Search for dataset metadata.
Source:R/dataset_export.R
, R/dataset_search.r
, R/dataset_suggest.r
dataset_search.Rd
Search for dataset metadata.
Usage
dataset_export(
query = NULL,
type = NULL,
publishingCountry = NULL,
subtype = NULL,
license = NULL,
keyword = NULL,
publishingOrg = NULL,
hostingOrg = NULL,
endorsingNodeKey = NULL,
decade = NULL,
projectId = NULL,
hostingCountry = NULL,
networkKey = NULL,
doi = NULL
)
dataset_search(
query = NULL,
type = NULL,
publishingCountry = NULL,
subtype = NULL,
license = NULL,
keyword = NULL,
publishingOrg = NULL,
hostingOrg = NULL,
endorsingNodeKey = NULL,
decade = NULL,
projectId = NULL,
hostingCountry = NULL,
networkKey = NULL,
doi = NULL,
facet = NULL,
facetLimit = NULL,
facetOffset = NULL,
facetMincount = NULL,
facetMultiselect = NULL,
limit = 100,
start = NULL,
description = FALSE,
curlopts = list()
)
dataset_suggest(
query = NULL,
type = NULL,
publishingCountry = NULL,
subtype = NULL,
license = NULL,
keyword = NULL,
publishingOrg = NULL,
hostingOrg = NULL,
endorsingNodeKey = NULL,
decade = NULL,
projectId = NULL,
hostingCountry = NULL,
networkKey = NULL,
doi = NULL,
limit = 100,
start = NULL,
description = FALSE,
curlopts = list()
)
Arguments
- query
Simple full text search parameter. The value for this parameter can be a simple word or a phrase. Wildcards are not supported.
- type
The primary type of the dataset. Available values: "OCCURRENCE", "CHECKLIST", "METADATA", "SAMPLING_EVENT", "MATERIAL_ENTITY".
- publishingCountry
Filters datasets by their owning organization's country given as a ISO 639-1 (2 letter) country code.
- subtype
The sub-type of the dataset.The sub-type of the dataset. Available values: "TAXONOMIC_AUTHORITY", "NOMENCLATOR_AUTHORITY", "INVENTORY_THEMATIC", "INVENTORY_REGIONAL", "GLOBAL_SPECIES_DATASET", "DERIVED_FROM_OCCURRENCE", "SPECIMEN", "OBSERVATION".
- license
The dataset's licence. Available values: "CC0_1_0", "CC_BY_4_0", "CC_BY_NC_4_0", "UNSPECIFIED", "UNSUPPORTED".
- keyword
Filters datasets by a case insensitive plain text keyword. The search is done on the merged collection of tags, the dataset keywordCollections and temporalCoverages.
- publishingOrg
Filters datasets by their publishing organization UUID key.
- hostingOrg
Filters datasets by their hosting organization UUID key
- endorsingNodeKey
Node UUID key that endorsed this dataset's publisher.
- decade
Filters datasets by their temporal coverage broken down to decades.
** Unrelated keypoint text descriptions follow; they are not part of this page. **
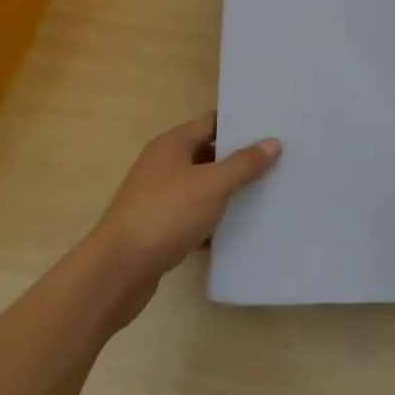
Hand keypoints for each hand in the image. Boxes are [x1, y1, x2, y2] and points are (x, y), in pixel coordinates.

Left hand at [87, 113, 280, 328]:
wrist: (116, 272)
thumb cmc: (165, 215)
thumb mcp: (212, 185)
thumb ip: (244, 164)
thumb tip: (273, 142)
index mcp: (172, 144)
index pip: (212, 122)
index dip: (242, 125)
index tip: (273, 129)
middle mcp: (163, 164)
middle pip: (208, 153)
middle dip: (240, 159)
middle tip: (278, 161)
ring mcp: (158, 196)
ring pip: (202, 186)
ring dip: (228, 190)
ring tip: (267, 192)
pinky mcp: (159, 227)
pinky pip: (194, 215)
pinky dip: (214, 219)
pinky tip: (239, 228)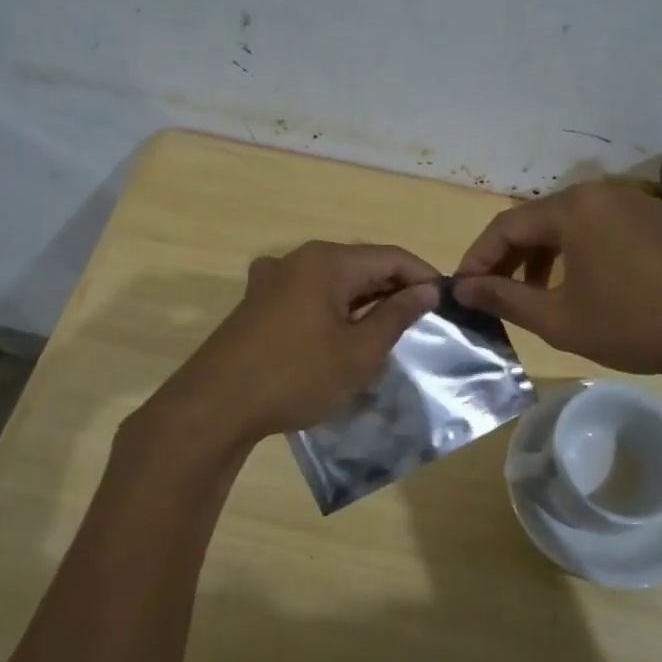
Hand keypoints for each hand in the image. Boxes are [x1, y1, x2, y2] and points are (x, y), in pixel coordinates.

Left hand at [144, 242, 439, 449]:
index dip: (422, 276)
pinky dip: (334, 310)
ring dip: (363, 302)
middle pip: (361, 264)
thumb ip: (396, 315)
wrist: (215, 405)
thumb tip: (425, 290)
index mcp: (327, 261)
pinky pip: (309, 295)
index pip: (390, 257)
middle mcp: (299, 258)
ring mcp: (272, 279)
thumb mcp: (359, 352)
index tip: (446, 303)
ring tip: (387, 332)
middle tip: (422, 322)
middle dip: (393, 289)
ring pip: (333, 281)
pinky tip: (340, 337)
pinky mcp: (257, 303)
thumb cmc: (296, 375)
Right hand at [452, 179, 661, 381]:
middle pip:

Decades are given as a full year, e.g. 1880, 1960, 2000, etc, and will return datasets wholly contained in the decade as well as those that cover the entire decade or more. Ranges can be used like this "1800,1900".
- projectId
Filter or facet based on the project ID of a given dataset. A dataset can have a project id if it is the result of a project. Multiple datasets can have the same project id.
- hostingCountry
Filters datasets by their hosting organization's country given as a ISO 639-1 (2 letter) country code.
- networkKey
Filters network UUID associated to a dataset.
- doi
DOI of the dataset.
- facet
A facet name used to retrieve the most frequent values for a field.
- facetLimit
Facet parameters allow paging requests using the parameters facetOffset and facetLimit.
- facetOffset
Facet parameters allow paging requests using the parameters facetOffset and facetLimit
- facetMincount
Used in combination with the facet parameter.
- facetMultiselect
Used in combination with the facet parameter.
- limit
Controls the number of results in the page. Using too high a value will be overwritten with the default maximum threshold, depending on the service. Sensible defaults are used so this may be omitted.
- start
Determines the offset for the search results. A limit of 20 and offset of 40 will get the third page of 20 results. Some services have a maximum offset.
- description
Logical whether to return descriptions.
- curlopts
options passed on to crul::HttpClient.
Details
dataset_search()
searches and returns metadata on GBIF datasets from the
registry. This function does not search occurrence data, only metadata on
the datasets that contain may contain occurrence data. It also searches over
other dataset types, such checklist and metadata datasets. Only a sample of
results is returned.
dataset_export()
function will download a tibble
of the results of a
dataset_search()
. This function is primarily useful if you want the full results of a
dataset_search()
.
Use dataset_search(facet="x",limit=0)$facets
to get simple group by counts
for different parameters.
Examples
if (FALSE) { # \dontrun{
# search metadata on all datasets and return a sample
dataset_search()
# dataset_export() # download info on all +90K datasets
dataset_search(publishingCountry = "US")
dataset_search(type = "OCCURRENCE")
dataset_search(keyword = "bird")
dataset_search(subtype = "TAXONOMIC_AUTHORITY")
dataset_search(license = "CC0_1_0")
dataset_search(query = "frog")
dataset_search(publishingCountry = "UA")
dataset_search(publishingOrg = "e2e717bf-551a-4917-bdc9-4fa0f342c530")
dataset_search(hostingOrg = "7ce8aef0-9e92-11dc-8738-b8a03c50a862")
dataset_search(decade="1890,1990",limit=5)
dataset_search(projectId = "GRIIS")
dataset_search(hostingCountry = "NO")
dataset_search(networkKey = "99d66b6c-9087-452f-a9d4-f15f2c2d0e7e")
dataset_search(doi='10.15468/aomfnb')
# search multiple values
dataset_search(projectId = "GRIIS;BID-AF2020-140-REG")
dataset_search(hostingCountry = "NO;SE")
dataset_search(doi="10.15468/aomfnb;10.15468/igasai")
# multiple filters
dataset_search(license = "CC0_1_0",subtype = "TAXONOMIC_AUTHORITY")
# dataset_export(license = "CC0_1_0",subtype = "TAXONOMIC_AUTHORITY")
# using dataset export to get all datasets
dataset_export(decade="1800,1900")
dataset_export(projectId="GRIIS")
# get simple group by counts
dataset_search(facet="type",limit=0,facetLimit=5)$facets
dataset_search(facet="publishingCountry",limit=0,facetLimit=5)$facets
dataset_search(facet="license",limit=0,facetLimit=5, facetMincount=10000)
} # }